Somos más felices cuando estamos ocupados, pero estamos programados para ser perezosos.


Somos naturalmente más felices cuando nos mantenemos ocupados, pero estamos programados para ser perezosos.

Ser forzado a esperar 15 minutos las maletas en el aeropuerto nos deja a muchos de nosotros miserables e irritados. Pero si pasamos ese mismo tiempo caminando de un lado a otro buscando nuestras maletas seremos mucho más felices. 

De acuerdo a Christopher Hsee y sus colegas, somos más felices cuando estamos ocupados pero desafortunadamente nuestro instintos nos obligan a ser flojos. A menos que tengamos una razón para estar activos, escogemos hacer nada, un vestigio evolutivo se asegura de que preservemos la energía.

Considerando el primer estudio de Hsee.

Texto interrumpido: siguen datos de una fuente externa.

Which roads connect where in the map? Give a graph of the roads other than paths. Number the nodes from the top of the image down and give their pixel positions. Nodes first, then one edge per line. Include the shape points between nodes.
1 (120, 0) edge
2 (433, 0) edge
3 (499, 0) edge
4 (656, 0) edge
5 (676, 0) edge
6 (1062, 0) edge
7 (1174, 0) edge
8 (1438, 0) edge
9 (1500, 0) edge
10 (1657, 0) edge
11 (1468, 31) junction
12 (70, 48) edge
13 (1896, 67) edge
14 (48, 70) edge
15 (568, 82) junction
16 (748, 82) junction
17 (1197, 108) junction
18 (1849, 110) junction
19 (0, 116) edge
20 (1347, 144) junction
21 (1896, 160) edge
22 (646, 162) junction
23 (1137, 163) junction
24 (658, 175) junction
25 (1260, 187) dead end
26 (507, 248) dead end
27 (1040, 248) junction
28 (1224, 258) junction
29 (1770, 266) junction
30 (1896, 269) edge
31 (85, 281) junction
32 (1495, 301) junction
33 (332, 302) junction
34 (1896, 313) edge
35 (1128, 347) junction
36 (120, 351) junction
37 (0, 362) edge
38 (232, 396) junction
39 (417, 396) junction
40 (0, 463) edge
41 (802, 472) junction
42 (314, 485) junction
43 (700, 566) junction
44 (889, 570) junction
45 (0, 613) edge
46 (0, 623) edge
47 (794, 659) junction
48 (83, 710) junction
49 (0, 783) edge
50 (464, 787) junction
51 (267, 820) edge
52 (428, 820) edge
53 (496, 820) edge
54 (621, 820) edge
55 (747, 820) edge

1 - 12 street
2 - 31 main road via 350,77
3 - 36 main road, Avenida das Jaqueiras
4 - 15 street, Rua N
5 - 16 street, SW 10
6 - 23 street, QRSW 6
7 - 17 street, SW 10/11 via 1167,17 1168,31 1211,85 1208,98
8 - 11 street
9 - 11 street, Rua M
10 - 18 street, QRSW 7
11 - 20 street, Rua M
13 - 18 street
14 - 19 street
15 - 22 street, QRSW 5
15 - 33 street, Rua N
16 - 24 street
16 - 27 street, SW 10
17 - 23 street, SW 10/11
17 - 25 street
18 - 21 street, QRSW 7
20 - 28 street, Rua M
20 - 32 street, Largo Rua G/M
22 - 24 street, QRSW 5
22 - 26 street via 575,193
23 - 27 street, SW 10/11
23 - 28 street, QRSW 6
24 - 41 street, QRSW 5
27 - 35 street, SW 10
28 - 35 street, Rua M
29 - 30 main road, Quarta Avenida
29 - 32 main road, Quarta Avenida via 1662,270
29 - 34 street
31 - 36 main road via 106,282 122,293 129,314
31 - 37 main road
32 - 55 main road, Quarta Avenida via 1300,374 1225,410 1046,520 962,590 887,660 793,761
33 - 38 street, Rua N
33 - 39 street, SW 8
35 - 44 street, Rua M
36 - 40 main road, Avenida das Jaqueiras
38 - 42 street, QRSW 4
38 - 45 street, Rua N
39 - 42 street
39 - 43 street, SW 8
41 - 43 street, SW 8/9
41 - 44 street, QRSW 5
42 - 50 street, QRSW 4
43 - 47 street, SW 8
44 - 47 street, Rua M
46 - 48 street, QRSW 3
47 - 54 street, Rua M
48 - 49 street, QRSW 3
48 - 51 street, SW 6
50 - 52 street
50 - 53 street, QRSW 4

Su equipo le ofreció a 98 estudiantes a que escogieran entre entregar una serie de cuestionarios donde su ubicación estaba a 15 minutos caminando o llevarlos afuera de la habitación y luego esperar 15 minutos. Al final de cada tarea se les daría una barra de chocolate del mismo o distinto sabor como premio.

Si se ofrecía la misma barra de chocolate en ambas tareas, entonces la mayoría de los estudiantes (68%) escogía la opción de esperar afuera. En contraste, si eran chocolates distintos (negro vs. blanco) entonces la mayoría (59%) escogía la opción de caminar 15 minutos.

Por lo que Hsee concluyó que el instinto de los estudiantes era ser flojos, pero cuando se les daba una excusa especial para caminar más, la mayoría de ellos escogería la opción difícil independientemente del premio.

Cuando se les preguntó luego, los estudiantes que tomaron la opción de caminar reportaron sentirse significativamente más felices que los estudiantes perezosos, lo que le dio consistencia a la teoría de Hsee de que somos más felices cuando estamos ocupados.